2026年後半に向けて市場が注目しているのは、9月24〜26日にベルギーで開催される年次イベント「Odoo Experience 2026」と、そこで発表されるOdoo 20である。複数のOdooパートナー企業のリリース・ノート予測によれば、Odoo 20の中心テーマは「エージェント型業務OS(agentic business OS)」となる見込みで、AIエージェントによる自律的なタスク実行、自然言語によるレコード作成・更新・分析、AI連動の画像/Webサイト自動生成、SEO自動最適化などが標準機能として組み込まれる方向で開発が進む。利用可能なLLMは現状のChatGPT・Geminiに加え、欧州顧客の要望を受けてMistralの追加が2026年5月時点でロードマップに乗っており、これにより欧州内データ主権要件にも応えやすくなる。

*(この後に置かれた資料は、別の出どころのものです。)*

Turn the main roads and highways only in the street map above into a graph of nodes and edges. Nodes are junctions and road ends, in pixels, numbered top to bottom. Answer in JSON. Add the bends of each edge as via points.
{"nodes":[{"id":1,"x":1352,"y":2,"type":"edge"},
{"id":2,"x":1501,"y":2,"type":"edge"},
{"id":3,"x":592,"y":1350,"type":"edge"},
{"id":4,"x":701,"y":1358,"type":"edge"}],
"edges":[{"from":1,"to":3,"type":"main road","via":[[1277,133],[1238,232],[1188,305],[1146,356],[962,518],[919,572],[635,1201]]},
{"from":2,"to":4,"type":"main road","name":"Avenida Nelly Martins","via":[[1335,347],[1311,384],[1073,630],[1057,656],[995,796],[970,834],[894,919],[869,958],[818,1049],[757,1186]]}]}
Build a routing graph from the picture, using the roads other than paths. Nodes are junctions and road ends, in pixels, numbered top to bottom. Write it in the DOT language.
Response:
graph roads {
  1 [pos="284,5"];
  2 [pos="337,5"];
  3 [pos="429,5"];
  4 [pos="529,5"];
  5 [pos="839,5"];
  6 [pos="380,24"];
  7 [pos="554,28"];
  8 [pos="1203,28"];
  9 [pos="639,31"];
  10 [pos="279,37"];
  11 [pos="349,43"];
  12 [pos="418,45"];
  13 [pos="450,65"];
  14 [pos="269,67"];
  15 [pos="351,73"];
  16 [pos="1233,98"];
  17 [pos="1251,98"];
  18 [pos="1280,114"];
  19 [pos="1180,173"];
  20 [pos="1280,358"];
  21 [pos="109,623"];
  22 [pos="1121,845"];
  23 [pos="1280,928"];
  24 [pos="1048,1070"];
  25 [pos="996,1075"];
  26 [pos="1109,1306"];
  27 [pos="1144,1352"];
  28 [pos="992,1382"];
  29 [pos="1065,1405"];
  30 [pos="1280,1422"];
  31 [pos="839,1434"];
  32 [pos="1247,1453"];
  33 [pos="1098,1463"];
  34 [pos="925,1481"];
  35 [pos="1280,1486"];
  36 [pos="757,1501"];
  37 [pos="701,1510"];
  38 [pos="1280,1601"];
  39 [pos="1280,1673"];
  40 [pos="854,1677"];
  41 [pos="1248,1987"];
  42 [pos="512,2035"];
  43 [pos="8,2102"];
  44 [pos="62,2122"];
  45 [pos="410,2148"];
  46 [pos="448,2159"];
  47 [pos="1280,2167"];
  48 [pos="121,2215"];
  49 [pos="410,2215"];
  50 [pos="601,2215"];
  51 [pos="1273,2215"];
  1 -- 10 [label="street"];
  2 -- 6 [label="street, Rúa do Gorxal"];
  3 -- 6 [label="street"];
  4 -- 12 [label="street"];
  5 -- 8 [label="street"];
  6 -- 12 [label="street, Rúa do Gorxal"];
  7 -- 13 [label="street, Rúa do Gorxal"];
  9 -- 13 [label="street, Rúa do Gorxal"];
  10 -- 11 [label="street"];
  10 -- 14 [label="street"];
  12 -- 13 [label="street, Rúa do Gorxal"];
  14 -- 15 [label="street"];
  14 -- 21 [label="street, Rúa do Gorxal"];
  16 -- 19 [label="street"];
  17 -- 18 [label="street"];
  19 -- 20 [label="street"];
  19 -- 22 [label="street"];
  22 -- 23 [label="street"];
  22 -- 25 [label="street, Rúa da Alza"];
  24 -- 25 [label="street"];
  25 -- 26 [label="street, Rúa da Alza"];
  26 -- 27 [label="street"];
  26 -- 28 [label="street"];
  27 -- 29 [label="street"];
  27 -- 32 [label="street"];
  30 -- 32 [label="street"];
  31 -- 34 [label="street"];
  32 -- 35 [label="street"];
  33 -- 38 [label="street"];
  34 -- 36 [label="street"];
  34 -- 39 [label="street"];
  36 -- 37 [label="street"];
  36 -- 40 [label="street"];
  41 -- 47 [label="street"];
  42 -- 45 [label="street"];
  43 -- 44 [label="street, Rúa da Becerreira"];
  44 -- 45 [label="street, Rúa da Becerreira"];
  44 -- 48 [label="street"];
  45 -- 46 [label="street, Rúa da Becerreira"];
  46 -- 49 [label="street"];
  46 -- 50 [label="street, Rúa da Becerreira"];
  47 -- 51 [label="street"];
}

一方で、シリコンバレーが期待する「Odoo IPO」のシナリオはいまだ視界に入ってきていない。ピンカースは2024年11月のCNBCインタビュー以降一貫して「上場の必要はなく、株式売却も予定していない」と表明しており、Sequoia・CapitalG・General Atlanticといった主要投資家もこれを支持している。むしろセカンダリー取引で従業員と初期投資家にリクイディティ(換金性)を提供し、創業者の長期支配を維持するという、シリコンバレーで近年再評価されつつある「永続的非公開モデル(permanent private model)」のヨーロッパ代表例として、Odooは語られるようになった。次の評価額イベントが、新たな二次取引なのか、別のクロスオーバー・ファンドの参加なのかは現時点で不透明だが、2027年に請求額10億ユーロ(約1700億円)を達成した時点で評価額100億ユーロ(約1.7兆円)超の領域に入る可能性は高い、というのが複数のシリコンバレー投資家の共通見立てである。「ベルギーのビル・ゲイツ」と呼ばれた青年が築き上げた、上場しないグローバル・ソフトウェア帝国は、当面ピンカース自身のペースで進化し続けるだろう。